*** AVAILABLE DATA Section Begins ***
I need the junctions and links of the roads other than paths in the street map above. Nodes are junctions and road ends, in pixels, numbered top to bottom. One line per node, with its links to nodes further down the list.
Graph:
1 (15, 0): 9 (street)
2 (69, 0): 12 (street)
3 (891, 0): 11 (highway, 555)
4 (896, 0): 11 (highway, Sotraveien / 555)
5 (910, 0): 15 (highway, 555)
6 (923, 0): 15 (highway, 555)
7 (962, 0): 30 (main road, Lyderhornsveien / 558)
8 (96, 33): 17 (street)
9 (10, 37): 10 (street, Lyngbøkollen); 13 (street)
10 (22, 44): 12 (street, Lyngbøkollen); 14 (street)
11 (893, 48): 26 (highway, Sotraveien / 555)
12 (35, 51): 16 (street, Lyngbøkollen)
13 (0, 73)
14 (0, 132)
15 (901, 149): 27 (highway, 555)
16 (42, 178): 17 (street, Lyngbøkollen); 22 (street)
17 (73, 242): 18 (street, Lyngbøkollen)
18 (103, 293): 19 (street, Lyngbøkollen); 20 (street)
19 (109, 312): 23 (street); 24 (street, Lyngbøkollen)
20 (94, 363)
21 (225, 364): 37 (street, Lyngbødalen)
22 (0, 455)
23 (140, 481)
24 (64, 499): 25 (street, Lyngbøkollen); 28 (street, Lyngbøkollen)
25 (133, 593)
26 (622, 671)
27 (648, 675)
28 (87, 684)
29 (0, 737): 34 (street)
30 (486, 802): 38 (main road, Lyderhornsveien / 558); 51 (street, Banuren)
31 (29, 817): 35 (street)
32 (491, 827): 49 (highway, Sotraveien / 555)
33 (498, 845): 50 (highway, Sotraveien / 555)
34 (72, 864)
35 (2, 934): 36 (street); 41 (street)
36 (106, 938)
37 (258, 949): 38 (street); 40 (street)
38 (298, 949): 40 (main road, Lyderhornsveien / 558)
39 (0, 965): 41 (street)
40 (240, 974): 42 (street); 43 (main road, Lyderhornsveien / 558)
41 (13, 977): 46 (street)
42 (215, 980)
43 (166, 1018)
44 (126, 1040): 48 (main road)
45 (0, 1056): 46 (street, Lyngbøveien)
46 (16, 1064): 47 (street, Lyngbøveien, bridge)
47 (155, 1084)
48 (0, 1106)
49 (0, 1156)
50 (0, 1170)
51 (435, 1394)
*** AVAILABLE DATA Section Ends ***
- WHAT YOU ARE ASKED TO DO
The records must be given again in full, exactly as they were written.

- YOUR RESPONSE
I need the junctions and links of the roads other than paths in the street map above. Nodes are junctions and road ends, in pixels, numbered top to bottom. One line per node, with its links to nodes further down the list.
Graph:
1 (15, 0): 9 (street)
2 (69, 0): 12 (street)
3 (891, 0): 11 (highway, 555)
4 (896, 0): 11 (highway, Sotraveien / 555)
5 (910, 0): 15 (highway, 555)
6 (923, 0): 15 (highway, 555)
7 (962, 0): 30 (main road, Lyderhornsveien / 558)
8 (96, 33): 17 (street)
9 (10, 37): 10 (street, Lyngbøkollen); 13 (street)
10 (22, 44): 12 (street, Lyngbøkollen); 14 (street)
11 (893, 48): 26 (highway, Sotraveien / 555)
12 (35, 51): 16 (street, Lyngbøkollen)
13 (0, 73)
14 (0, 132)
15 (901, 149): 27 (highway, 555)
16 (42, 178): 17 (street, Lyngbøkollen); 22 (street)
17 (73, 242): 18 (street, Lyngbøkollen)
18 (103, 293): 19 (street, Lyngbøkollen); 20 (street)
19 (109, 312): 23 (street); 24 (street, Lyngbøkollen)
20 (94, 363)
21 (225, 364): 37 (street, Lyngbødalen)
22 (0, 455)
23 (140, 481)
24 (64, 499): 25 (street, Lyngbøkollen); 28 (street, Lyngbøkollen)
25 (133, 593)
26 (622, 671)
27 (648, 675)
28 (87, 684)
29 (0, 737): 34 (street)
30 (486, 802): 38 (main road, Lyderhornsveien / 558); 51 (street, Banuren)
31 (29, 817): 35 (street)
32 (491, 827): 49 (highway, Sotraveien / 555)
33 (498, 845): 50 (highway, Sotraveien / 555)
34 (72, 864)
35 (2, 934): 36 (street); 41 (street)
36 (106, 938)
37 (258, 949): 38 (street); 40 (street)
38 (298, 949): 40 (main road, Lyderhornsveien / 558)
39 (0, 965): 41 (street)
40 (240, 974): 42 (street); 43 (main road, Lyderhornsveien / 558)
41 (13, 977): 46 (street)
42 (215, 980)
43 (166, 1018)
44 (126, 1040): 48 (main road)
45 (0, 1056): 46 (street, Lyngbøveien)
46 (16, 1064): 47 (street, Lyngbøveien, bridge)
47 (155, 1084)
48 (0, 1106)
49 (0, 1156)
50 (0, 1170)
51 (435, 1394)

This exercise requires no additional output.